That said, the minimum wage, which is now $19.97 (or $20), is not nearly enough to make ends meet. In fact, it should have been in that region a decade before Kshama Sawant famously led "the Fight for a $15 Minimum Wage." And if you do not care about the general welfare of the largest class of our society (more about this in a moment), there is a sound economic reason to raise the minimum wage higher than $30: it would, in capitalist terms (which is all about growth because only in growth do profits appear), be good for the economy because more workers would be compelled to spend—meaning, return wages to expanded reproduction. The rich, of course, do not really spend that much or even make investments (they buy what British economists, borrowing from the language of French finance, once called placements—investments, as Joan Robinson pointed out, are made by entrepreneurs.)
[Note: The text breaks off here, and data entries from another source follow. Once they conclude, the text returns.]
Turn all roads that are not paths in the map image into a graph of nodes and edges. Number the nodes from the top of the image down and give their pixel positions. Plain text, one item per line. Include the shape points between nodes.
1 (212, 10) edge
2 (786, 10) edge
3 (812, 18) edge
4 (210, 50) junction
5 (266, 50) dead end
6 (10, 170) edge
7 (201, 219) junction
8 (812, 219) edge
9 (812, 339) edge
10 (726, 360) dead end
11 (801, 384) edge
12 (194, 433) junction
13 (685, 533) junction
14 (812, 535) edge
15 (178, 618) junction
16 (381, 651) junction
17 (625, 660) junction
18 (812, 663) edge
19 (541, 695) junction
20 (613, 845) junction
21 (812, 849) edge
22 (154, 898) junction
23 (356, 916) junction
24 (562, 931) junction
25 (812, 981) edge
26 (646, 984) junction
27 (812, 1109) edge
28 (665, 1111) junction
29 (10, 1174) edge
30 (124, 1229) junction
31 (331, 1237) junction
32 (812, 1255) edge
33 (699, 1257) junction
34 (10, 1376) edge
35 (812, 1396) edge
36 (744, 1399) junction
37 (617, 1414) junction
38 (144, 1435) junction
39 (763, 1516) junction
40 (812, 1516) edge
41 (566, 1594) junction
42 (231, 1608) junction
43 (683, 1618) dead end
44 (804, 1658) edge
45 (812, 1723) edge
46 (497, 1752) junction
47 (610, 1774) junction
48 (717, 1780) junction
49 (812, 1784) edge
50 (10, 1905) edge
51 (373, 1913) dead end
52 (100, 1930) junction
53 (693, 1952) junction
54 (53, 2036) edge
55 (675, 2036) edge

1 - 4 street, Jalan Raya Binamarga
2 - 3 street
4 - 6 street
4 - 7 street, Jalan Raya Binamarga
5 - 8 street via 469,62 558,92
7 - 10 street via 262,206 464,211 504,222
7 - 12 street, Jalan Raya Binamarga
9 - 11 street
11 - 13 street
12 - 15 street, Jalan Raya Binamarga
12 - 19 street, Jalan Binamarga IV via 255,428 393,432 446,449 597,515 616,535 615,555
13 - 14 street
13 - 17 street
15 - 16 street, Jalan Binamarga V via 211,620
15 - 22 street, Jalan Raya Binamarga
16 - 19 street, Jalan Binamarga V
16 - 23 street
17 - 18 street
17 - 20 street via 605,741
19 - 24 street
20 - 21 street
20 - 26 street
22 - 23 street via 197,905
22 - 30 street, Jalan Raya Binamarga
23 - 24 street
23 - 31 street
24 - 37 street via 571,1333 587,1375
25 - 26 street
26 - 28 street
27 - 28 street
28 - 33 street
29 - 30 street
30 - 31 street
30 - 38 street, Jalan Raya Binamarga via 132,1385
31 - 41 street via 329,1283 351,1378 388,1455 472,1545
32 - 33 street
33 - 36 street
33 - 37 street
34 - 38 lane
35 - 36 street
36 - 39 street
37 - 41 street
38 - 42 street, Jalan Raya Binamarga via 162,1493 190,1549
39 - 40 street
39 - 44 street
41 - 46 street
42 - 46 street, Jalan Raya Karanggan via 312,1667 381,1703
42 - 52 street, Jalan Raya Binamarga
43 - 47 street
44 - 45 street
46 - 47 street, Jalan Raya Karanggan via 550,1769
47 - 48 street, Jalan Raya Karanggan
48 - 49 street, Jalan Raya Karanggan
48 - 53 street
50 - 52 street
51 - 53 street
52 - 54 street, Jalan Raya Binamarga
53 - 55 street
This fact was even obvious to the father of modern economics (and development economics), the great Adam Smith. As Branko Milanovic explains in his new and excellent book Visions of Inequality: From the French Revolution to the End of the Cold War, Smith defined a prosperous society by its "comeattibleness." Meaning? Because the working class is the largest class, the more prosperous this class of society is, the better (and less barbarous) the society as a whole. Smith: “That state is opulent where the necessaries and conveniencies of life are easily come at 
 and nothing else can deserve the name of opulence but this comeattibleness.” Case closed.

But Milanovic also points out that Smith had an additional key to general prosperity: low interest rates. Why? Because "low interest [rates have] the advantage of making it difficult for people to live off their wealth without working." Let's now leave Milanovic (but please read his very readable book) and Seattle, and take a quick trip through one of the biggest national stories of 2023: rising interest rates.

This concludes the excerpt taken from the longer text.